The renal mass reduction group (5/6 Nx) is a widely used model of chronic renal insufficiency that is associated with a progressive glomerular sclerosis and gradually declining glomerular filtration rate [29]. Briefly, after anaesthetizing with sodium pentobarbital i.p., incisions were made in the right and left flanks. The right kidney was removed, preserving the adrenal gland. Both poles from the left kidney were carefully excised. The rats were used for experimentation 1 week after surgery.

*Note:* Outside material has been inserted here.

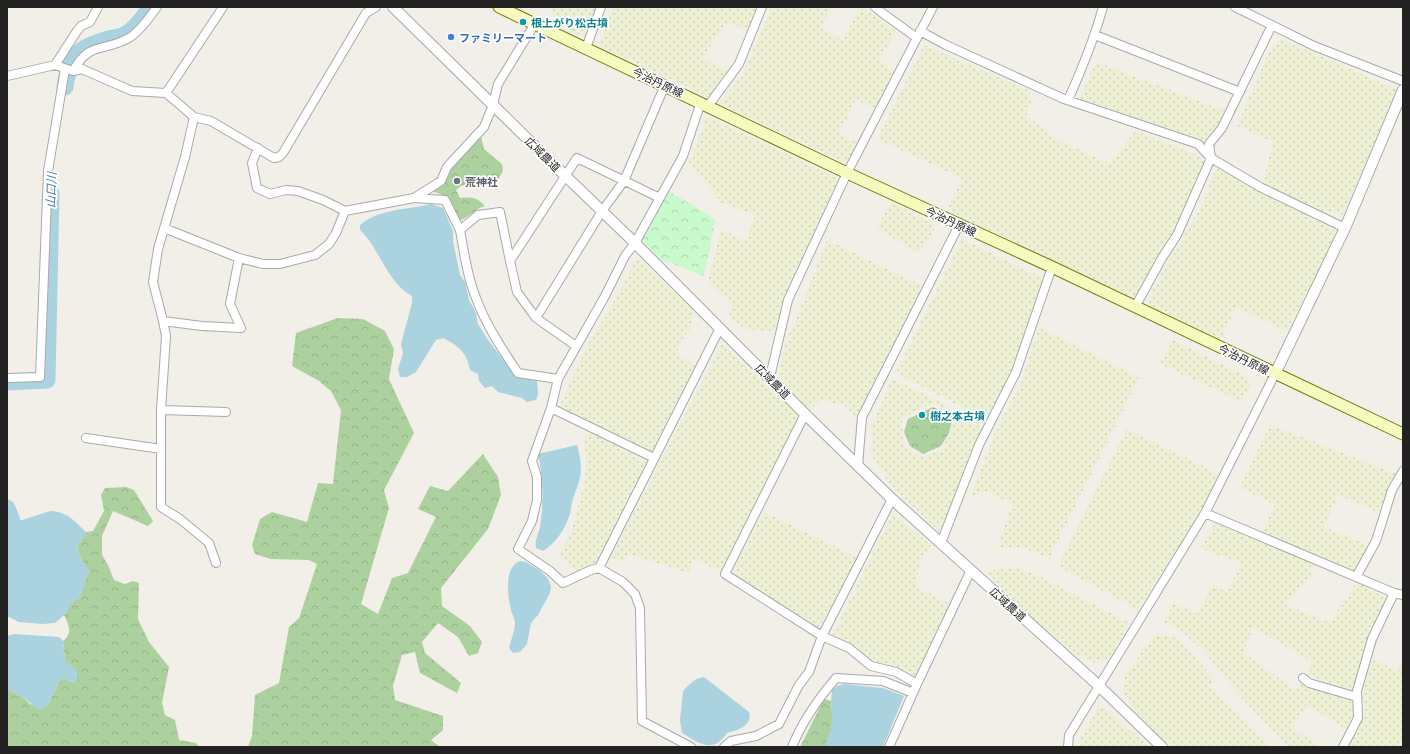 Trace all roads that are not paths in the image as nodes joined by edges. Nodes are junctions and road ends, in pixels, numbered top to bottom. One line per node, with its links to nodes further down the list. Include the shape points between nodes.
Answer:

For the passive body heating group, achieved by blocking heat dissipation during thermoneutral body water immersion, a previously described model of passive heating [3] was used. Briefly, after immersing the whole body (except head) in warm water, the temperature of which was similar to that of the rat rectal temperature, the heat dissipation was blocked by thermal isolation. Immediately, the rectal temperature was continuously recorded in sodium pentobarbital anaesthetized rats every minute for 30 min using a thermal probe (Harvard, Boston, USA) maintained 5 cm in the rectum with a sensitivity graded in hundredths (±0.01°C) of Celsius degrees (IOPE, São Paulo, Brazil). The thermal curves were performed 7 days after the surgical procedure for chronic kidney injuries, kidney denervation procedures (5/6 Nx and DNx) or 10 days after CPS treatment, and the groups were submitted to the body thermoneutral water immersion protocol using a water bath (Bioetica, São Paulo, Brazil) and compared with the Sham group. The data from all groups were plotted to compare the following parameters: initial and final temperature, and slope and area under curve (AUC). To characterize whether the specific sympathetic β-adrenoreceptor is involved in energy generation and in the body temperature control of 5/6 Nx and DNx models, the animals were previously treated i.p. with either saline (NaCl 0.15 M) or the specific β-adrenoreceptor blocker, 20 mg/kg b.w. Propranolol (Sigma Chem. Co., St Louis, MO, USA).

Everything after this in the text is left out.